Stored data entries
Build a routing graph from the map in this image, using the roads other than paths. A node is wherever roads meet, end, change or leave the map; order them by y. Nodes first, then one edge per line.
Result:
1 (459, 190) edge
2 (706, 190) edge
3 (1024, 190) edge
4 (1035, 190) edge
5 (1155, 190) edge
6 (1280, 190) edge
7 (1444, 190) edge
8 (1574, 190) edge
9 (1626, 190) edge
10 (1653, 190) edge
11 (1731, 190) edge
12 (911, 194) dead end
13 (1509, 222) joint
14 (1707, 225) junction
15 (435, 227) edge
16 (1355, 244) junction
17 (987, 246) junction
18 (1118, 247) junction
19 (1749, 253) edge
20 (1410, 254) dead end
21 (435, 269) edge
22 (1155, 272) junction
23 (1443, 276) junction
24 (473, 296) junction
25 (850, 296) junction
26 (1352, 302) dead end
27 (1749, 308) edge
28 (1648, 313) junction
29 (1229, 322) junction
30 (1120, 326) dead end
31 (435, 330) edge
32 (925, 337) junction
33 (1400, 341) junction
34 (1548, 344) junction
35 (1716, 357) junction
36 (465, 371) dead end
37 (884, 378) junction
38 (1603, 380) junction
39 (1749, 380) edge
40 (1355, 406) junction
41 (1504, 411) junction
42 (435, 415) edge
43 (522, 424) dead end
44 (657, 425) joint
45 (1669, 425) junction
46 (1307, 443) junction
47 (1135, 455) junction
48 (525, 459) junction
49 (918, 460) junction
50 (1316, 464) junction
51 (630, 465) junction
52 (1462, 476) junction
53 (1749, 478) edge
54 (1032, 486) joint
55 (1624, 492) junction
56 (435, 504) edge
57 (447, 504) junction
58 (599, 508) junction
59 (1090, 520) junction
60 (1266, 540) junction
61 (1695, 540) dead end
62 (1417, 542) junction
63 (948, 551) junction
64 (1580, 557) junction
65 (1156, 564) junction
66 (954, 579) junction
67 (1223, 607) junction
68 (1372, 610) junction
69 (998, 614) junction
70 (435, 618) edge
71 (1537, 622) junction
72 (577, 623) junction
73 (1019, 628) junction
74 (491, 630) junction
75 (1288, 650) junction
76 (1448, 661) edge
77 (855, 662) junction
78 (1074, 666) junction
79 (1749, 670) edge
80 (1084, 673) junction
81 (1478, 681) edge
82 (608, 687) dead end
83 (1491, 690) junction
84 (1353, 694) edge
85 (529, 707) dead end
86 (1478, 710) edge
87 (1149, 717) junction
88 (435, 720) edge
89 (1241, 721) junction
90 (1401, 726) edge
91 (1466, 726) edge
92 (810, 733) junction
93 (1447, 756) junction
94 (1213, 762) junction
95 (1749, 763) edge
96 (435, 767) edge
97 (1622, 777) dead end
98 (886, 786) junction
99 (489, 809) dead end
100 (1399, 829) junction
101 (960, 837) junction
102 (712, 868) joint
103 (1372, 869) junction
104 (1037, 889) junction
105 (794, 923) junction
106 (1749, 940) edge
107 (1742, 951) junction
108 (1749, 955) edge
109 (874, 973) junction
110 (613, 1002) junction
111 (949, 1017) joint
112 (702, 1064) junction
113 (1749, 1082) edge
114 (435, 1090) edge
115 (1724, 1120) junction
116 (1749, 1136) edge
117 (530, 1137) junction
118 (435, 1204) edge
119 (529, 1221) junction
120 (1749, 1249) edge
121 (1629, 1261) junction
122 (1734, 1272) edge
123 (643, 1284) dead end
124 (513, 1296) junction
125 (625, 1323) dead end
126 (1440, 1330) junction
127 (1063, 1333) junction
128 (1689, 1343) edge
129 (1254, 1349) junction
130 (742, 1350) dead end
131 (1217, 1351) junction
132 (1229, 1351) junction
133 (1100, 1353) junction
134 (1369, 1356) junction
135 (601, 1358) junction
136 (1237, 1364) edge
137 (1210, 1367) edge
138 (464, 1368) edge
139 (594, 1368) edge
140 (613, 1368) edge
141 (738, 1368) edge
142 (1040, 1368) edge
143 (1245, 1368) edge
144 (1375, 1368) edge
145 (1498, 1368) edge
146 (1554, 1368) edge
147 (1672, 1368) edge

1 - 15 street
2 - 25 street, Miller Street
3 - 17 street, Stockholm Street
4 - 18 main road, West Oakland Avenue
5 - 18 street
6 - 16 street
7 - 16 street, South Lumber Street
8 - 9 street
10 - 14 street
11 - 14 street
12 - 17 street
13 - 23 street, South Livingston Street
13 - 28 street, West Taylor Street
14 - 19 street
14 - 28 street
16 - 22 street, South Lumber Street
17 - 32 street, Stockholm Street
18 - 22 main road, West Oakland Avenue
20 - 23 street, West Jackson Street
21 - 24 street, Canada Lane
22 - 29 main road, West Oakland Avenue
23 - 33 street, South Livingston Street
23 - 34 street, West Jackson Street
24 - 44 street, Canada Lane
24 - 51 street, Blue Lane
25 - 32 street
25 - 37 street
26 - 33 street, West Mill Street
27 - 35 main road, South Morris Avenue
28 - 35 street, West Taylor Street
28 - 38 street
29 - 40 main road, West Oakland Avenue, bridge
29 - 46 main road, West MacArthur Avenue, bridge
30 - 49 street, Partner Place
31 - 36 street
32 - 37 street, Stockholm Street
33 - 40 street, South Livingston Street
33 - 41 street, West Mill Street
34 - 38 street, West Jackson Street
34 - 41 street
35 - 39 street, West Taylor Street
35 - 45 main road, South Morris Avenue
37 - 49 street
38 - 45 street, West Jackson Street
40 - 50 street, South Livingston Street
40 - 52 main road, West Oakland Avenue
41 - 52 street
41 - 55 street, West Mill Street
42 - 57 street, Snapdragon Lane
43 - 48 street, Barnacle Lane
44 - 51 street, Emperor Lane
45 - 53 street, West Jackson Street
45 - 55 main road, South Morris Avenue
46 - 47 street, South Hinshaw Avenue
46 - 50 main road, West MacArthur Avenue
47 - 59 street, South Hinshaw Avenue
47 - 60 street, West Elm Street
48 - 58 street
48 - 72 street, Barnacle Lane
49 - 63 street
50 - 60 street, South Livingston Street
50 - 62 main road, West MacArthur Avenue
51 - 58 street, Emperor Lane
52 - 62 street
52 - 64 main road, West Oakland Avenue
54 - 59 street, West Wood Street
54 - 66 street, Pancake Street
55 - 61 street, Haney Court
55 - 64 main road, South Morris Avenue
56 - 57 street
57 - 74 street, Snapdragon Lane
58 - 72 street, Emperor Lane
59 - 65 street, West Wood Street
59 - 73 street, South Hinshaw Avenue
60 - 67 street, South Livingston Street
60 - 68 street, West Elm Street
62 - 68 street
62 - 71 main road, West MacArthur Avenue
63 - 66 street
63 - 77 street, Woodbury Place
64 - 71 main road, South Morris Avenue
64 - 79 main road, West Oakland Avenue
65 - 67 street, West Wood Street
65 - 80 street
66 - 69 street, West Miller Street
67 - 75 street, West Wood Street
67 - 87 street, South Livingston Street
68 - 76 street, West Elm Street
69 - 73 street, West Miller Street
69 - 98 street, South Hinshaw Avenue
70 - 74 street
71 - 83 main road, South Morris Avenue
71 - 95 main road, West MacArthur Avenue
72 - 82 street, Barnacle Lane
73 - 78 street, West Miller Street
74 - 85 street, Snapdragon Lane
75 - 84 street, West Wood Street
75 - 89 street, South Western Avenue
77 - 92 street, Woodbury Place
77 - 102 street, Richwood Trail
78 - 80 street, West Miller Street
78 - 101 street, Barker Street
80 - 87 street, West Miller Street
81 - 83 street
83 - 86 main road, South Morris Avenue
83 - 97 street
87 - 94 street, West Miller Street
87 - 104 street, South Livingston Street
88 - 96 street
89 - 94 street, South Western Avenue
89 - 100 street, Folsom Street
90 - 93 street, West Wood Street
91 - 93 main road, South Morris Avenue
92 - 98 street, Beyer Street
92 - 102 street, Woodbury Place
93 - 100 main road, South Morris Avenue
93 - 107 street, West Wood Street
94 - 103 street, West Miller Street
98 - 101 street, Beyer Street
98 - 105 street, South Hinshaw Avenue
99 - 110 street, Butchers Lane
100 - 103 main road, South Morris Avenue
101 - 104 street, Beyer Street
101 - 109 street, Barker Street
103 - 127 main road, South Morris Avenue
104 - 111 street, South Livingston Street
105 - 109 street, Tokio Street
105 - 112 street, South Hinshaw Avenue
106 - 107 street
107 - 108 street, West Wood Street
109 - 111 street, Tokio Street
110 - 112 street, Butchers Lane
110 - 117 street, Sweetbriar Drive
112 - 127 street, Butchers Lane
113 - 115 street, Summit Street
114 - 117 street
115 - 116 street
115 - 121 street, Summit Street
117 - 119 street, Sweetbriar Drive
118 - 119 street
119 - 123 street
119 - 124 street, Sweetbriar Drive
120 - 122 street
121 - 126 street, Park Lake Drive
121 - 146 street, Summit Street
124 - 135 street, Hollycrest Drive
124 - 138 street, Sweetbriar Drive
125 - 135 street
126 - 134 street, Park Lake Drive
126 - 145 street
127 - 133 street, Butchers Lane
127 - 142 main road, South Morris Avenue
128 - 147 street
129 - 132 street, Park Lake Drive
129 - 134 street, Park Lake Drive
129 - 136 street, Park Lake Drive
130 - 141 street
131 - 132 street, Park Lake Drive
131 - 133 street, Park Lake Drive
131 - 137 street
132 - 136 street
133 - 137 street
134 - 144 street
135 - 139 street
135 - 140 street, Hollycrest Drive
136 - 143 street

• _Work instruction_
Go over the data above and copy every line that has the word "bridge" in it.

• _Result of this exercise_
29 - 40 main road, West Oakland Avenue, bridge
29 - 46 main road, West MacArthur Avenue, bridge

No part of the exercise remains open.